Stored data
● ● ● ●
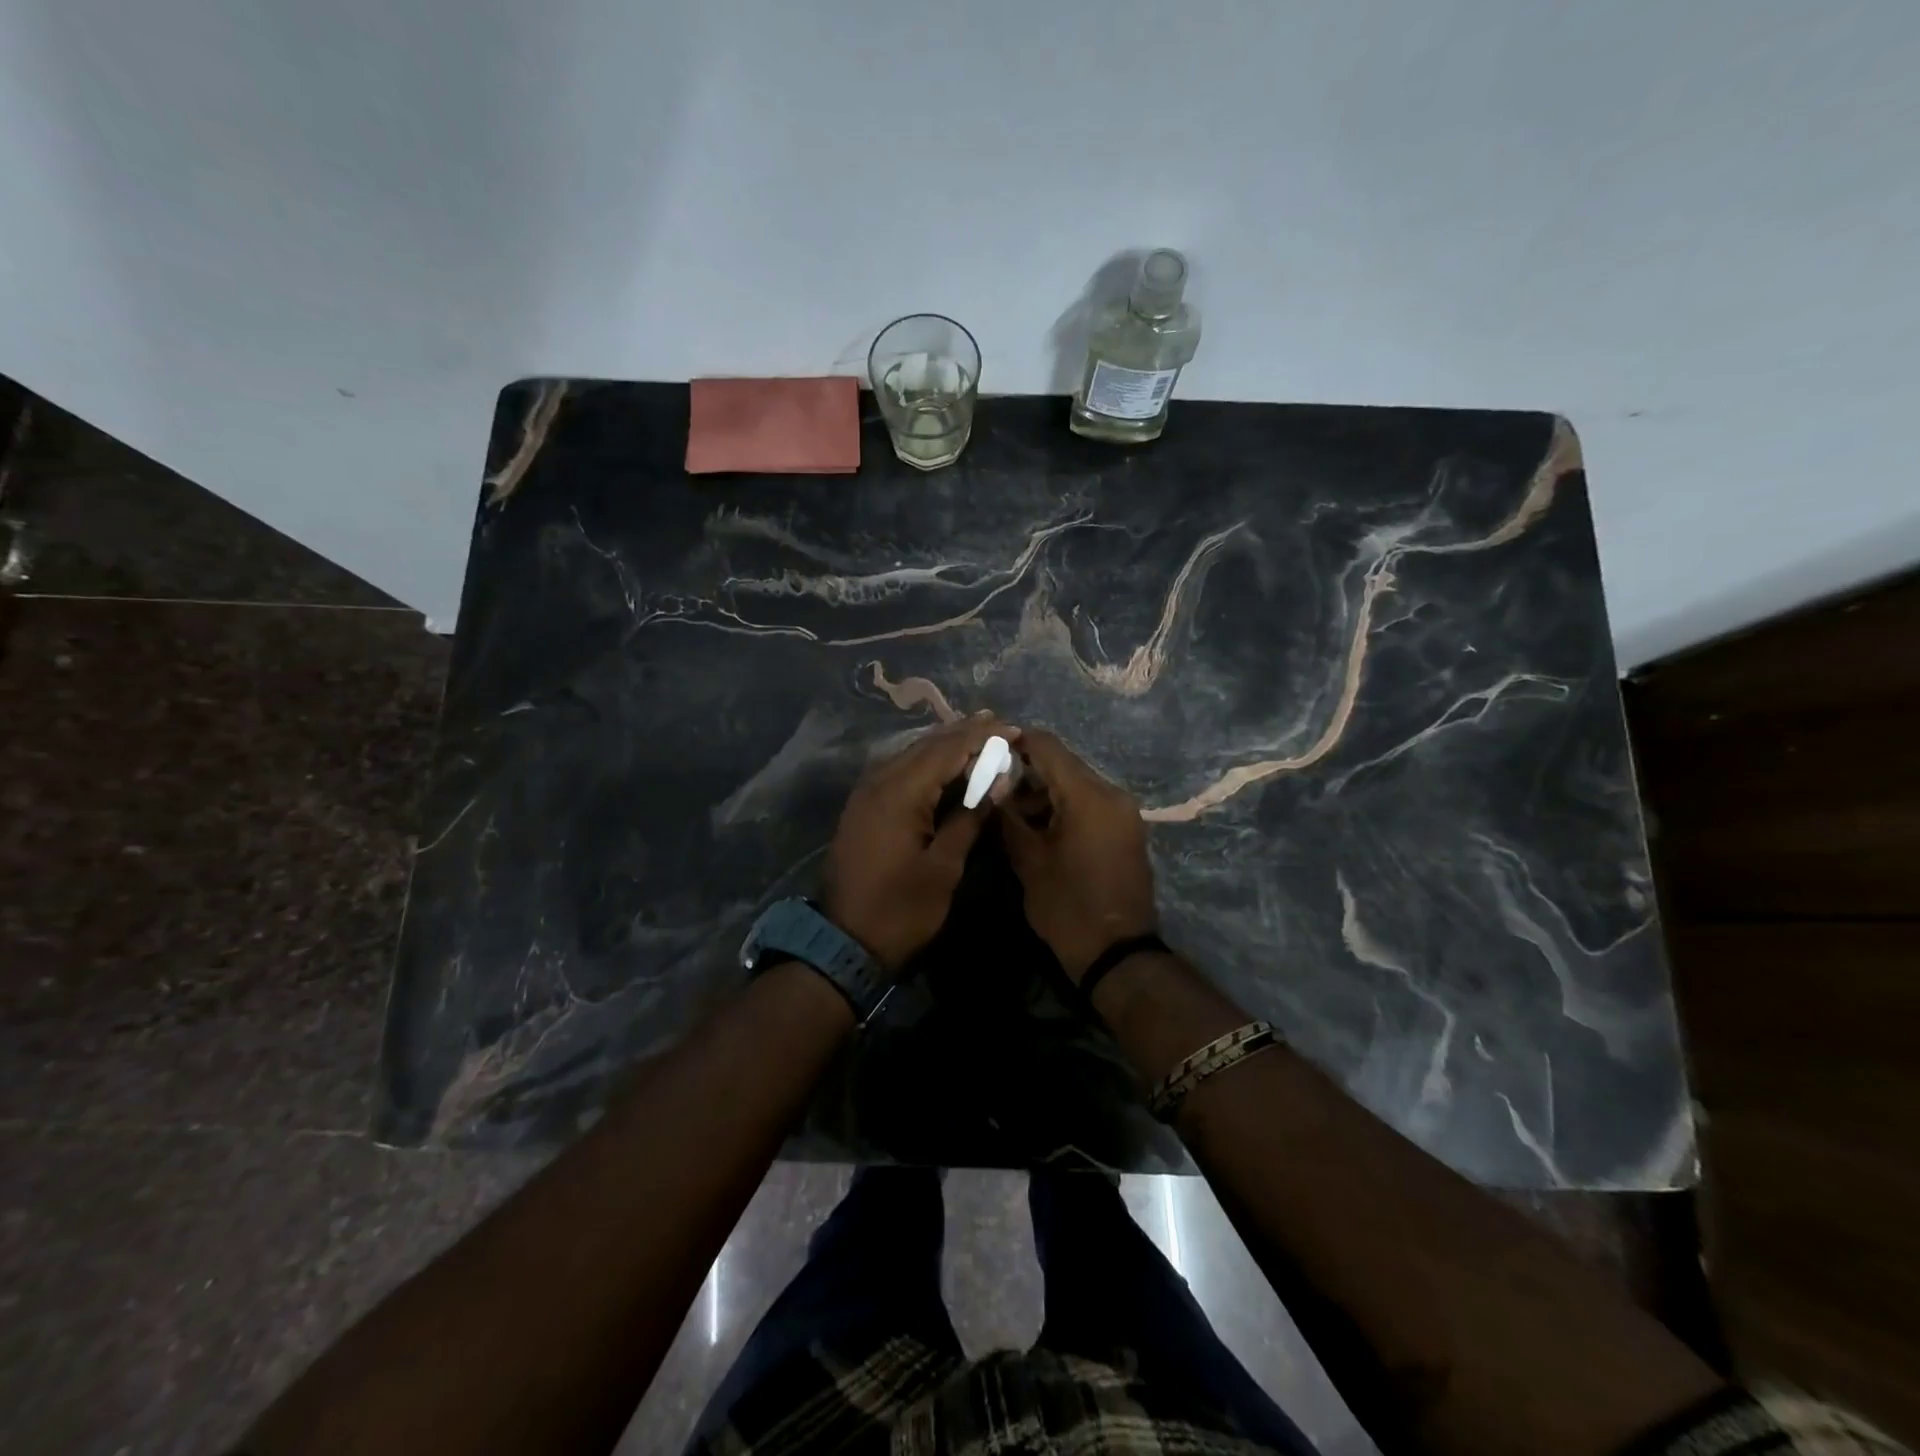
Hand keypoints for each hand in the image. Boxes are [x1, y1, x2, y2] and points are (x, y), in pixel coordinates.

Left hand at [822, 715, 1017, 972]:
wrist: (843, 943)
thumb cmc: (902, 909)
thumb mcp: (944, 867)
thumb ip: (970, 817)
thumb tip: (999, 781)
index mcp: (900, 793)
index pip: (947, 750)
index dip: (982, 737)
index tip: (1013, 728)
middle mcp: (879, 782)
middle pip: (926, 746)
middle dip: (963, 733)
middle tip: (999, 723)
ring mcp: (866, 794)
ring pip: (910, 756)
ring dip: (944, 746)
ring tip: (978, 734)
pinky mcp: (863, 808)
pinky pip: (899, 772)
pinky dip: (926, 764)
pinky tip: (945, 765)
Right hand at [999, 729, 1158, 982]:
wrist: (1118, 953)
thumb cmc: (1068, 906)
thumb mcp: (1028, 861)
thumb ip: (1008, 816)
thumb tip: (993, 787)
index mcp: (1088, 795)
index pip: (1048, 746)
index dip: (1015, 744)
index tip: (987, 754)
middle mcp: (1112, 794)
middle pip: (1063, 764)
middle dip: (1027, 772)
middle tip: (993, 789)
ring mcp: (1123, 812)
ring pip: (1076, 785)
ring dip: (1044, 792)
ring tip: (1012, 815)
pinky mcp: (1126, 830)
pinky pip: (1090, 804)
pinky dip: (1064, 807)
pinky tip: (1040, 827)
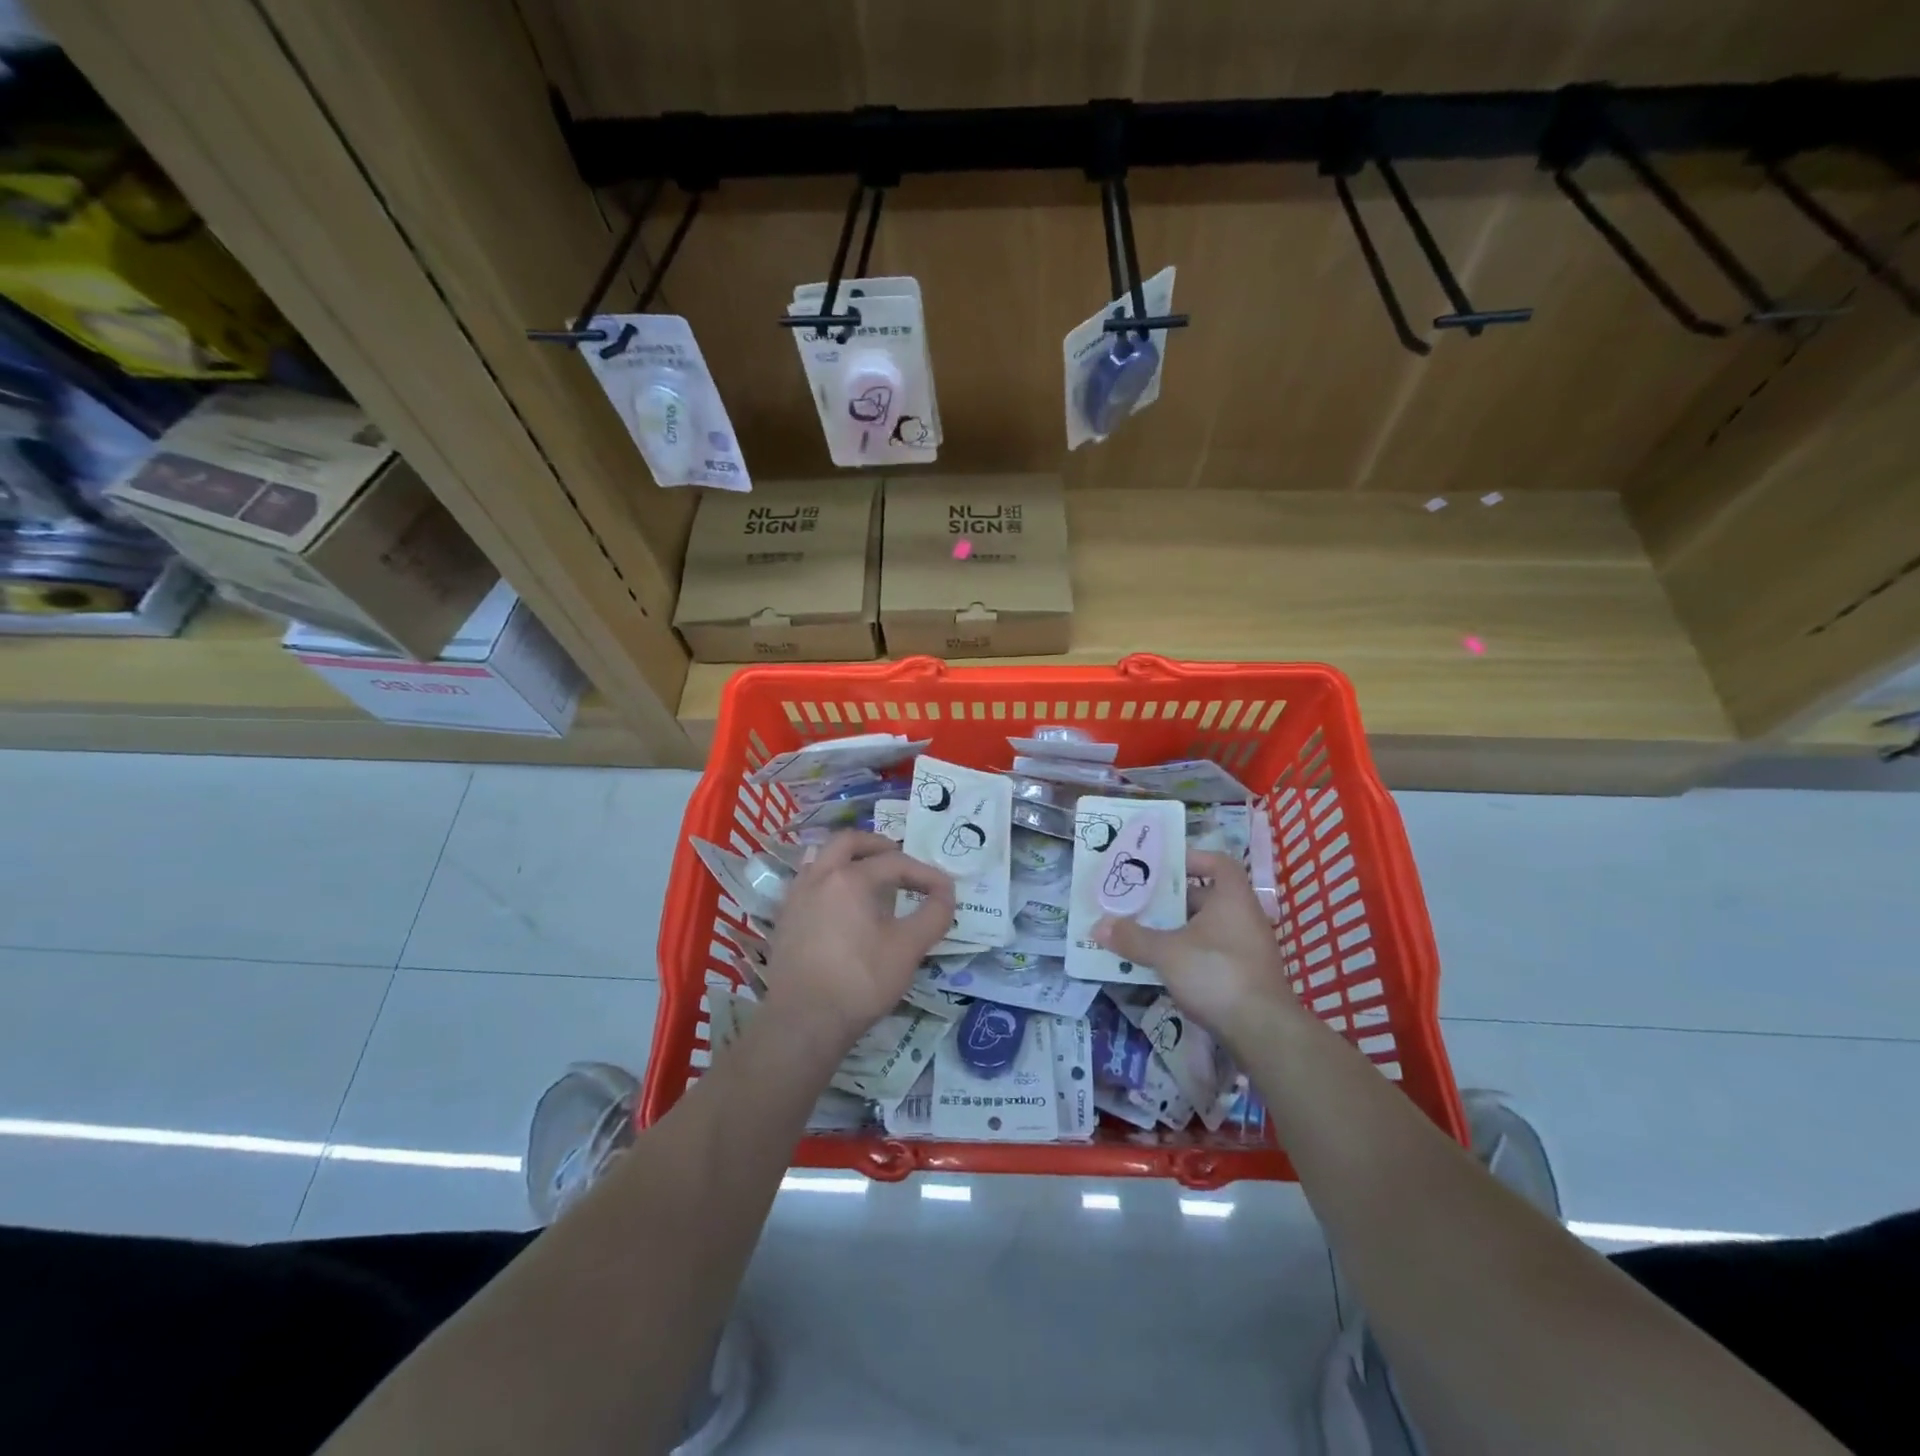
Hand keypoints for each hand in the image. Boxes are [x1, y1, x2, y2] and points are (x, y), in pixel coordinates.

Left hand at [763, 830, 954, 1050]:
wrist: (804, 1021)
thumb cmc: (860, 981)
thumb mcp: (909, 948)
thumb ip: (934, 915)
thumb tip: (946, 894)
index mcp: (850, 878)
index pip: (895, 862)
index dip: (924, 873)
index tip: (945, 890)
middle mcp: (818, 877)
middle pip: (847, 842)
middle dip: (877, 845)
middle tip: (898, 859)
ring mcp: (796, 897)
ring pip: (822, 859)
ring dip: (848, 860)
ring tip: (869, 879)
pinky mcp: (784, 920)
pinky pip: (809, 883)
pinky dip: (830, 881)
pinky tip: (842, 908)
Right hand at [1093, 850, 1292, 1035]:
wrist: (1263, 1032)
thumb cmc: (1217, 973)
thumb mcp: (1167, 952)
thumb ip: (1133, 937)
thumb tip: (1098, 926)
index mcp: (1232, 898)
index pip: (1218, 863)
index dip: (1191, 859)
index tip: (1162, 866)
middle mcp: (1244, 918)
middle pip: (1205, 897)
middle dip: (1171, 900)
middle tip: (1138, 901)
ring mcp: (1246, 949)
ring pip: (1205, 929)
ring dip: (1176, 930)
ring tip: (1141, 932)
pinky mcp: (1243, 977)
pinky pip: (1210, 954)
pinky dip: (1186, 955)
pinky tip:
● ● ● ●
Your objective
Write down how many lines above contain the string "hand", and nothing besides.

Task output
6